Many principals and education reform advocates have criticized tenure because it ties the hands of administrators and because there is no linkage between teacher salary and student performance. The Excellent Public Schools Act, (SB-795) sponsored by Sen. Phil Berger hopes to correct this problem. The bill includes a provision to allow local superintendents and principals to hire teachers on an annual basis. The bill also ties teacher salaries to student performance. The tenure provision is likely to be the most controversial provision of the entire package and may undergo revision before final passage.
In January 2012 and March 2011, the Civitas Institute Monthly Poll questions on teacher tenure. Results seem to indicate strong support improving the current system. Questions and poll results are included below.
When it comes to public education, the policy of tenure protects long-serving teachers from being fired regardless of student performance. If a principal or superintendent wishes to dismiss or demote or change an employment status, he or she must follow a strict set of guidelines to do so.
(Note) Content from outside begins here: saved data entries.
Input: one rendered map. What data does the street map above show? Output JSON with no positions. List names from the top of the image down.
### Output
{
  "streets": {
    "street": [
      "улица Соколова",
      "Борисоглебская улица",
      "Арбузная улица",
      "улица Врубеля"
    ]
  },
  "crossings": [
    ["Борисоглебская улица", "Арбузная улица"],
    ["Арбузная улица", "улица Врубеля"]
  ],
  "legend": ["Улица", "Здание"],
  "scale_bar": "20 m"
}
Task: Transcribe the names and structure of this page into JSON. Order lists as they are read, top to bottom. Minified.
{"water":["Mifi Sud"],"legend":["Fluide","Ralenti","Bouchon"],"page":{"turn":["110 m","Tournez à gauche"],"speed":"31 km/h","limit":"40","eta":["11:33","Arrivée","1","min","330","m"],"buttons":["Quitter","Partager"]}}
Some say tenure limits a school’s ability to pay teachers based on performance and ties the hands of administrators who want flexibility to balance budge and staffing decisions. Tenure supporters say it protects teachers from outside the classroom influence and allows them to teach free from the fear of losing their jobs. With that information, please tell me if you support or oppose the elimination of tenure? (January, 2012 Civitas Institute Poll)
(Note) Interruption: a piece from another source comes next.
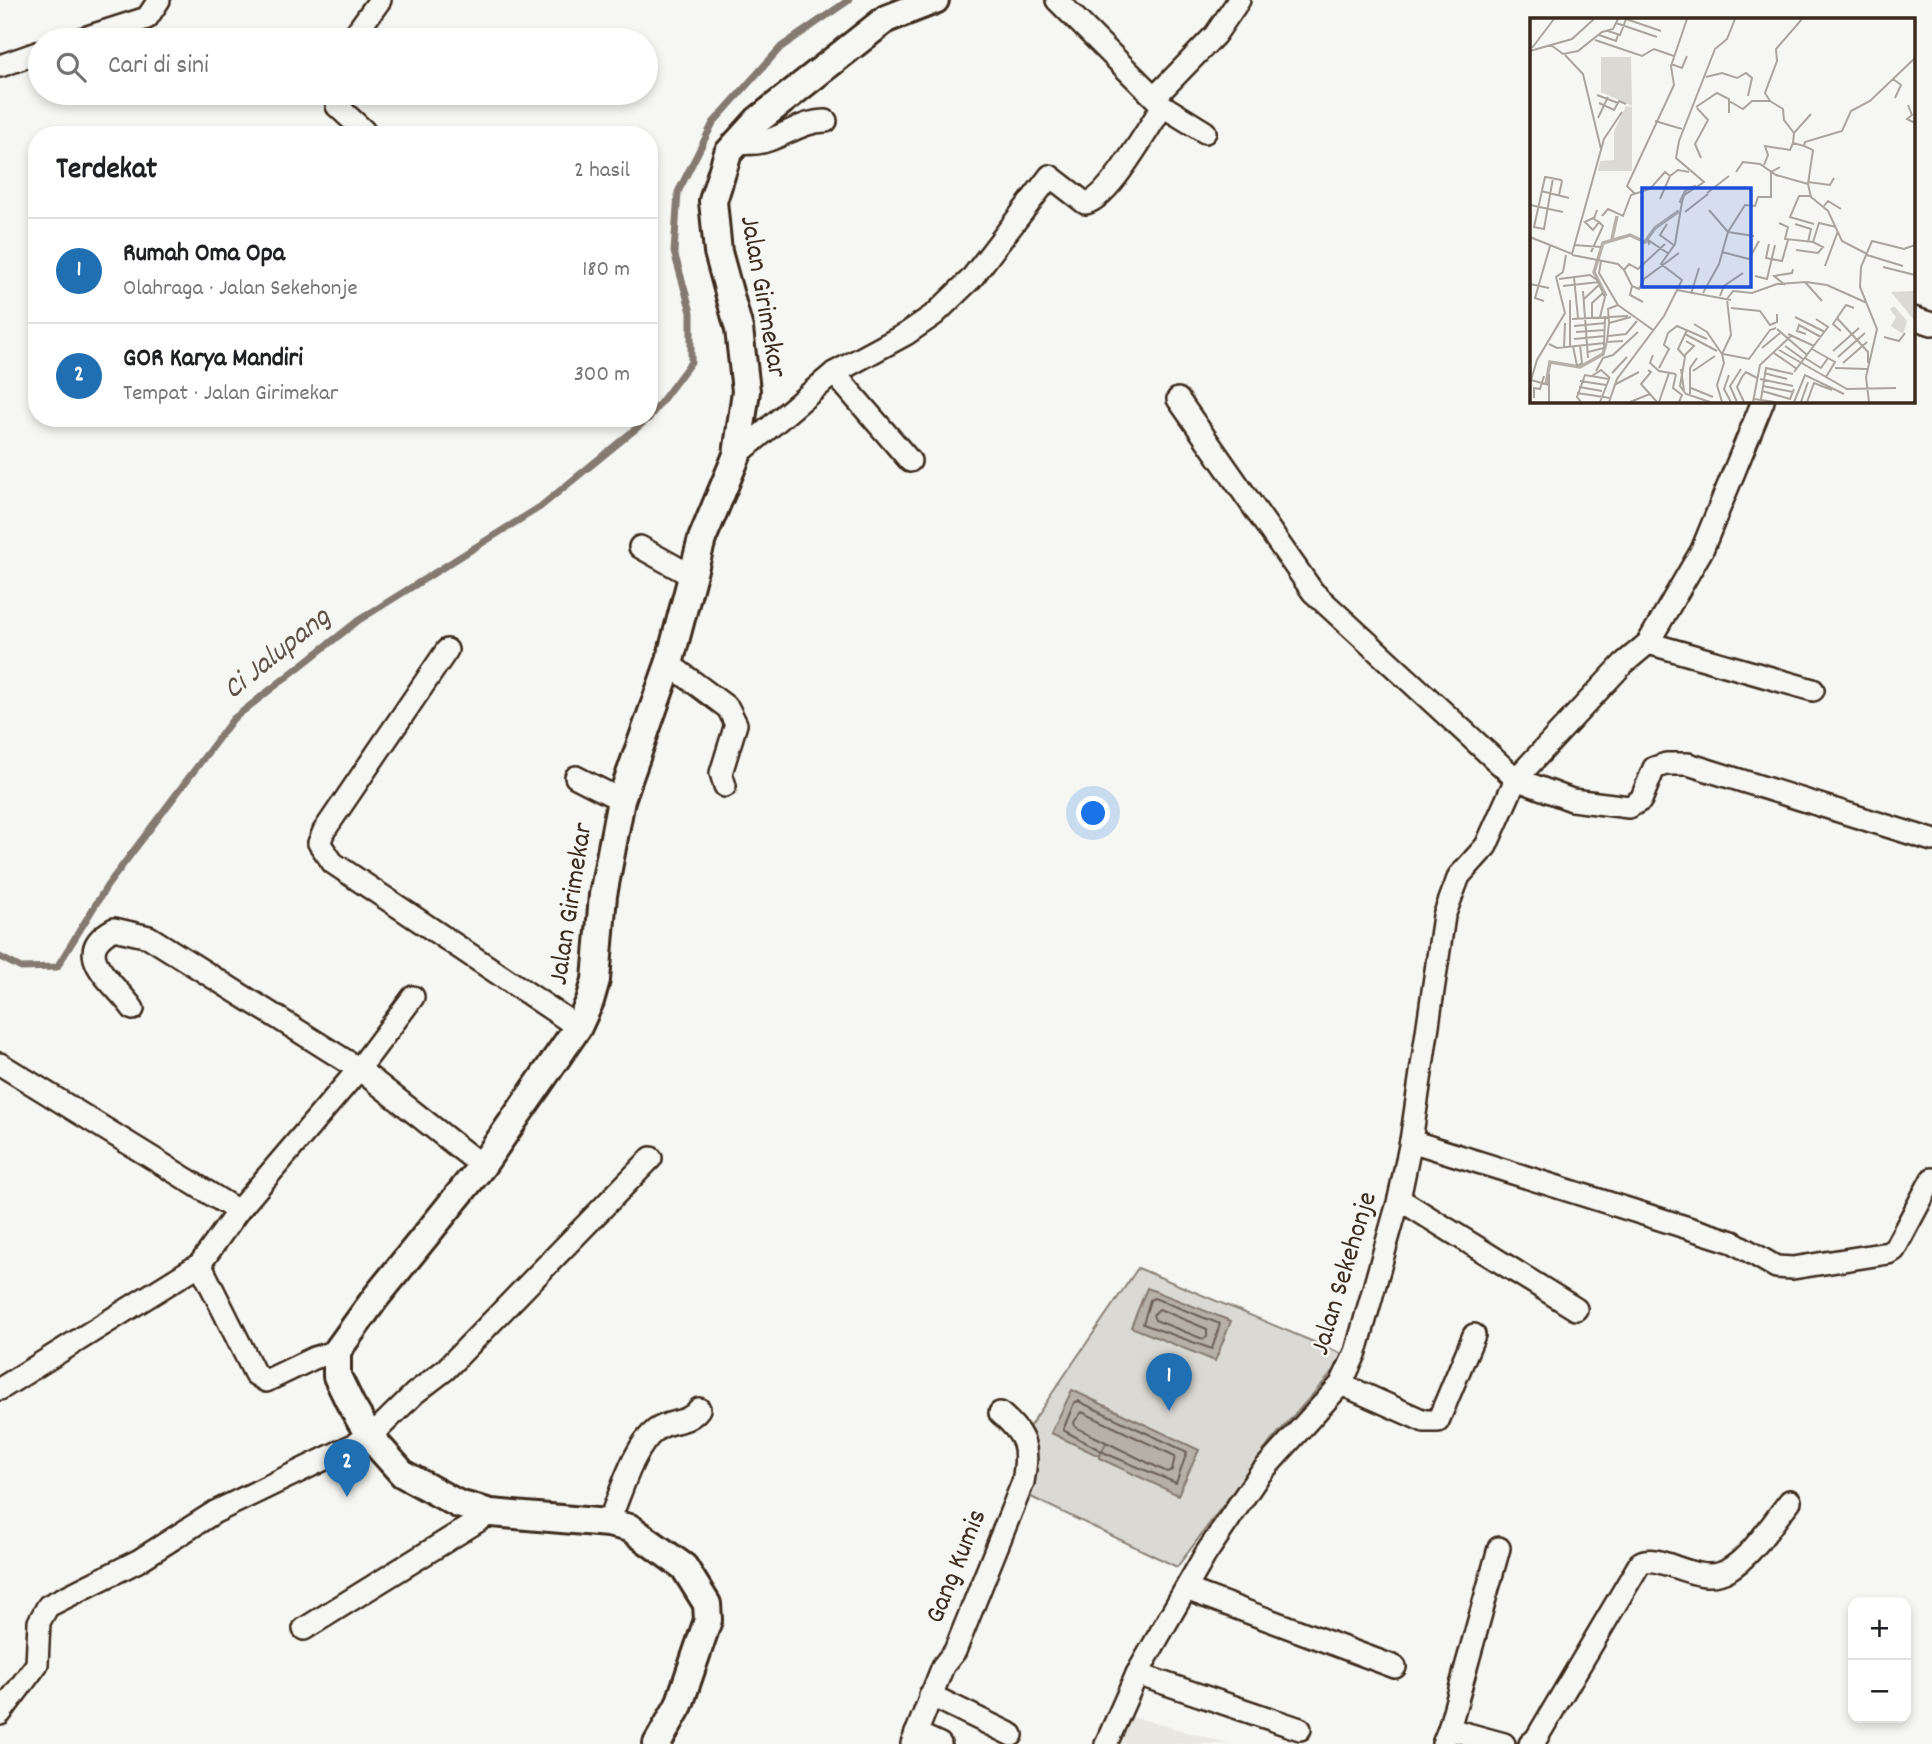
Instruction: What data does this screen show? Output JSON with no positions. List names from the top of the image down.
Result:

Total Support for Elimination of Tenure – 50%
(Strongly Support -30%)
(Somewhat Support – 20%)
Total Opposition for the Elimination of Tenure – 33%
(Somewhat Oppose 13%)
(Strongly Oppose – 20%)
Don’t Know –16%
Refused to Answer. –1%
Teachers can receive tenure after teaching for four years. Tenure means a teacher has a job essentially for life and can only be removed for very specific reasons. When reducing staff due to budget cuts teachers last hired are usually first fired without regard for performance due to tenure requirements. Do you support or oppose the concept of teacher tenure? (March 2011, Civitas Institute Poll)
Total Support – 30%
(Strong Support – 17%)
(Somewhat Support – 13%)
Total Oppose — 64%
(Somewhat Oppose – 15%)
(Strongly Oppose – 49%)
Don’t Know – 5%
Refused to Answer – 1%
The Civitas Poll is poll of 600 registered general election voters in North Carolina. The poll has a margin of error of plus or minus 4 percentage points. For purposes of this study, voters interviewed had to have voted in two of the past four general elections or were newly registered to vote since 2008.
If you’re interested in further breakdown of responses,access poll cross tabs here.
Paul says
The problem with tying teacher salary to performance is that teachers have no control over who their students are. Is it fair to withhold a raise from a teacher who works very hard, simply because she happens to have a class full of dumb kids?
A salesman can be judged on performance, because he can go out and find better customers. Teachers have not control over who is going to consume their product (education).
redmakesncblue says
so teachers who are so subject to bullying by parents and administrators for trying to do their job would have no protection from outside threats… sounds like bs to me.
also I have a problem with your loose interpretation of tenure… research why it was instituted (to protect black teachers from racist parents and teachers who reported their superiors for abusive or dishonest dealings and also because back in the good-ol-boy days of education with protection you had to be related to someone to get a job -skill or education did not matter your political affiliation or you last name did… so thanks for taking NC backwards again…conservatives are quickly wearing out their welcome in NC
Bob Luebke says
Redmakesncblue:
The number of factual errors in your post makes it difficult to respond. The bill (SB 975) contains due process provisions for teachers and administrators to ensure people’s rights are protected, so your first comment has no validity. Secondly, the tenure system has created as many problems as it was intended to correct. There are better, fair and more efficient ways to handling the specific problems you raise.
overin12 says
factual errors what a joke Bob your site is built on factual errors and leaded trinkets- the right to due process will be gone and as you well know Bob NC is a right to work state which of course means you have the right to be fired for no reason
edwardo says
I’m a teacher here in NC and I have to say…Georgia is looking better and better right now. We are already losing good teachers to Ga. and Tn. NC will be picking up the left overs very soon if things don’t change.
Victoria says
Tenure in NC does not afford job security. If a teacher is seen as a threat or does not fit the “do as you are told” mold, administration will offer them a choice. Mediocre evaluation if a resignation is submitted or below average evaluation and subsequent action plan if resignation is not tendered. Since the teacher is placed on an action plan, they can fire the teacher the following year for whatever reason they can conjure. The fact that ones entire career performance has been well above average to outstanding means nothing.
Lance says
Hmmm, I wonder where those 600 registered voters came from? 600 certainly isn’t a good cross section of the electorate.